An Introduction to the Dynatorch Super B CNC Plasma Table
An Introduction to the Dynatorch Super B CNC Plasma Table
Jul 18, 2017

Kevin just bought a new Dynatorch Super B 4x4 Plasma CNC table.

A plasma CNC table is a plasma cutter - like a handheld plasma torch used to cut metal, but the torch is attached to a gantry that moves it back and forth. It's computer controlled - you design the part in CAD, then run your file through another format that the machine can see. Then you bring the file to the table and let it do all the cutting for you. Kevin is going to do a series on the table, explaining how to use the software so everything can talk together, showing how the table cuts, etc.

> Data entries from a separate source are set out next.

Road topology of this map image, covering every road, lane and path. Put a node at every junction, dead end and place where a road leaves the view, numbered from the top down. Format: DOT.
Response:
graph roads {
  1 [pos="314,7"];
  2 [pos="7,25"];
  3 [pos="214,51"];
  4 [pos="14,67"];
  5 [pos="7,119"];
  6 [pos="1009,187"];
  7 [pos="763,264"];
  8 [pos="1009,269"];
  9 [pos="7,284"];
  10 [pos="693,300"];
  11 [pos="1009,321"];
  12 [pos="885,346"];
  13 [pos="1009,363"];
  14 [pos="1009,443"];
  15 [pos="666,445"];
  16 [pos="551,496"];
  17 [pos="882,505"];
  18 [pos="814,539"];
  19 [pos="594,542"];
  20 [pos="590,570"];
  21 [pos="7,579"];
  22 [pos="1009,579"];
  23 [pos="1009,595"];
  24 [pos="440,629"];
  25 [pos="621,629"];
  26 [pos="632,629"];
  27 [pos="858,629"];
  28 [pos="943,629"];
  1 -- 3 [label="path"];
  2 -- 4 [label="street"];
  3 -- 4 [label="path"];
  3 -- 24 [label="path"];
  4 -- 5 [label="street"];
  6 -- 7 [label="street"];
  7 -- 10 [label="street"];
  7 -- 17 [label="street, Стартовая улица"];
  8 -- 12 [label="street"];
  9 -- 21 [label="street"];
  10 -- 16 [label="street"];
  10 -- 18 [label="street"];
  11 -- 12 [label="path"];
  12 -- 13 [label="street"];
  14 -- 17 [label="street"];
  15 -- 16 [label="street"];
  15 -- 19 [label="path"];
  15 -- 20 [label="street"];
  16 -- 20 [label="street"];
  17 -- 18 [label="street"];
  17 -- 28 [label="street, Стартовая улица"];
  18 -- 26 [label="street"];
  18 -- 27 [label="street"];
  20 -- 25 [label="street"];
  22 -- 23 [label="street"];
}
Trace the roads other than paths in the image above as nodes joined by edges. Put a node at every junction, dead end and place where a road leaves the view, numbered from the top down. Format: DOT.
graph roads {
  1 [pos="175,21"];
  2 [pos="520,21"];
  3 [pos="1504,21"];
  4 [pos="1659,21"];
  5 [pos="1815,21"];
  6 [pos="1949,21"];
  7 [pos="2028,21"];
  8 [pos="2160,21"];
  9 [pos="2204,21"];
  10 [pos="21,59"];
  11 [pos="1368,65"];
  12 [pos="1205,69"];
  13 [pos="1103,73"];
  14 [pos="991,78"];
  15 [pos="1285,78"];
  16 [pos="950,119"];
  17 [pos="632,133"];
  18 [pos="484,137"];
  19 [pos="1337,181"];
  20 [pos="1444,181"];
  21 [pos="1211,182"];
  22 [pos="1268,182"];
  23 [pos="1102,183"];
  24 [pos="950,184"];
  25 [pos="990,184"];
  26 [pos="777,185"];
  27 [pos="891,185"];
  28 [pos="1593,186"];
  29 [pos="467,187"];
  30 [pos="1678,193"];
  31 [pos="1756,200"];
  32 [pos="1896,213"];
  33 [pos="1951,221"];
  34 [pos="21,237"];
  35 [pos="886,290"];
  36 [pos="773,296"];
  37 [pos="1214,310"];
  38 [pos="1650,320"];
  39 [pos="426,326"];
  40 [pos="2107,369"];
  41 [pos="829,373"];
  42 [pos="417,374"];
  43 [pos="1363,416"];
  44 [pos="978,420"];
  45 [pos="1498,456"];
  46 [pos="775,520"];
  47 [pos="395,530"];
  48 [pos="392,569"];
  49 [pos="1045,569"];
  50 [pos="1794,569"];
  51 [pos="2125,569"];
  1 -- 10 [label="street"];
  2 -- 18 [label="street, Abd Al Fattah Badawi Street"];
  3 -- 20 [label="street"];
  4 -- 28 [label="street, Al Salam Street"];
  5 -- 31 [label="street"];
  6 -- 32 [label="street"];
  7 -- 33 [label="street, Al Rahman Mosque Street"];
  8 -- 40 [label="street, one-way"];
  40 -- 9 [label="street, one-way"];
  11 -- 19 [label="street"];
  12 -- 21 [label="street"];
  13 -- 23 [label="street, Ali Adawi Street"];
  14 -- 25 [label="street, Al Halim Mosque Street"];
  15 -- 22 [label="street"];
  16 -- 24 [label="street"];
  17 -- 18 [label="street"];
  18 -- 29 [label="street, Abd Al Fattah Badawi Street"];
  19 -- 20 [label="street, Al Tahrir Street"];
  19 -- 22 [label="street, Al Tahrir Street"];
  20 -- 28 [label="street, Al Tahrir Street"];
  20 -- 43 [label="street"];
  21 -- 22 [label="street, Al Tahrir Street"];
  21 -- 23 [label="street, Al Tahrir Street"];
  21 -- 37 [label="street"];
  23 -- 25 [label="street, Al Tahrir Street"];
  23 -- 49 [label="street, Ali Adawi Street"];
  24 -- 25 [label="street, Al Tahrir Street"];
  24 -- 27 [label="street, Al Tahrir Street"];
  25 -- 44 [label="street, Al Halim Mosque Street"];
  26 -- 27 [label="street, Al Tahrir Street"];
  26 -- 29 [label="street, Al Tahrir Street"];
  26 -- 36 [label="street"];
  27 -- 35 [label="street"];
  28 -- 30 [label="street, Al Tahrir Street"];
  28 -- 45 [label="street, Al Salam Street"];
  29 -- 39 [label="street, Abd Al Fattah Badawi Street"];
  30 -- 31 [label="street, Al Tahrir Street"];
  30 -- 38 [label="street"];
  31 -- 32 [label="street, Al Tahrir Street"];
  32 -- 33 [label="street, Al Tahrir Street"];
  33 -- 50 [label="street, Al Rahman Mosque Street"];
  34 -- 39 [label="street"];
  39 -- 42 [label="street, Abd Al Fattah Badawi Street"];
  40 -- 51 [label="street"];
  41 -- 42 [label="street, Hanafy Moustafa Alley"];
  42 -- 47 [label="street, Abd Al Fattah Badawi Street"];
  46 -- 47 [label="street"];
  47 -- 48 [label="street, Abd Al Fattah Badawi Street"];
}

The best thing about a plasma CNC table? It gets rid of the shake from a handheld plasma torch. When Kevin is using a handheld torch, you can literally see the result of his heartbeat in the shake of the cut.

If you're not running your handheld torch against a guide, you're going to have a wiggle. Now this table will be Kevin's new guide.

Of all the plasma cutting CNC tables available, the reason Kevin bought a Dynatorch is that it seems to be the best made. It has the thickest metal - he checked the shipping weight of available tables to see which was the heaviest for its size.

This table also came with the plasma cutter. You can pick which size of plasma cutter you want - what amperage you want based upon how thick of metal you want to cut - but the table includes the plasma cutter itself. It also came with the right torch for that size of plasma cutter.

It included a desktop computer with the software already loaded.

There were also cut marks in the table where they had tested it before shipping it to Kevin. Dynatorch had hooked up that desktop computer and that plasma torch and cut on that table - they even sent a disk showing it in operation so you know it was running before they put it in the crate.

The biggest thing that persuaded Kevin to choose Dynatorch, though, was the tech support. The company put an extra program on the computer that allows a customer call tech support, push one button (or two) on the computer, and let Dynatorch run the table remotely.

Kevin can talk with them at the same time, while they run the computer, then use the camera and speakerphone on his phone to show them what is happening. "It's just like having the guy standing right there next to you," says Kevin.

Some other cool features: the torch is mounted on magnets. So if anything should hit it, it releases and the machine turns off.

Kevin got the optional stainless steel water pan that sits underneath the cutting area. You fill it up about halfway with water, then, as you are cutting, the water helps contain the dust and smoke.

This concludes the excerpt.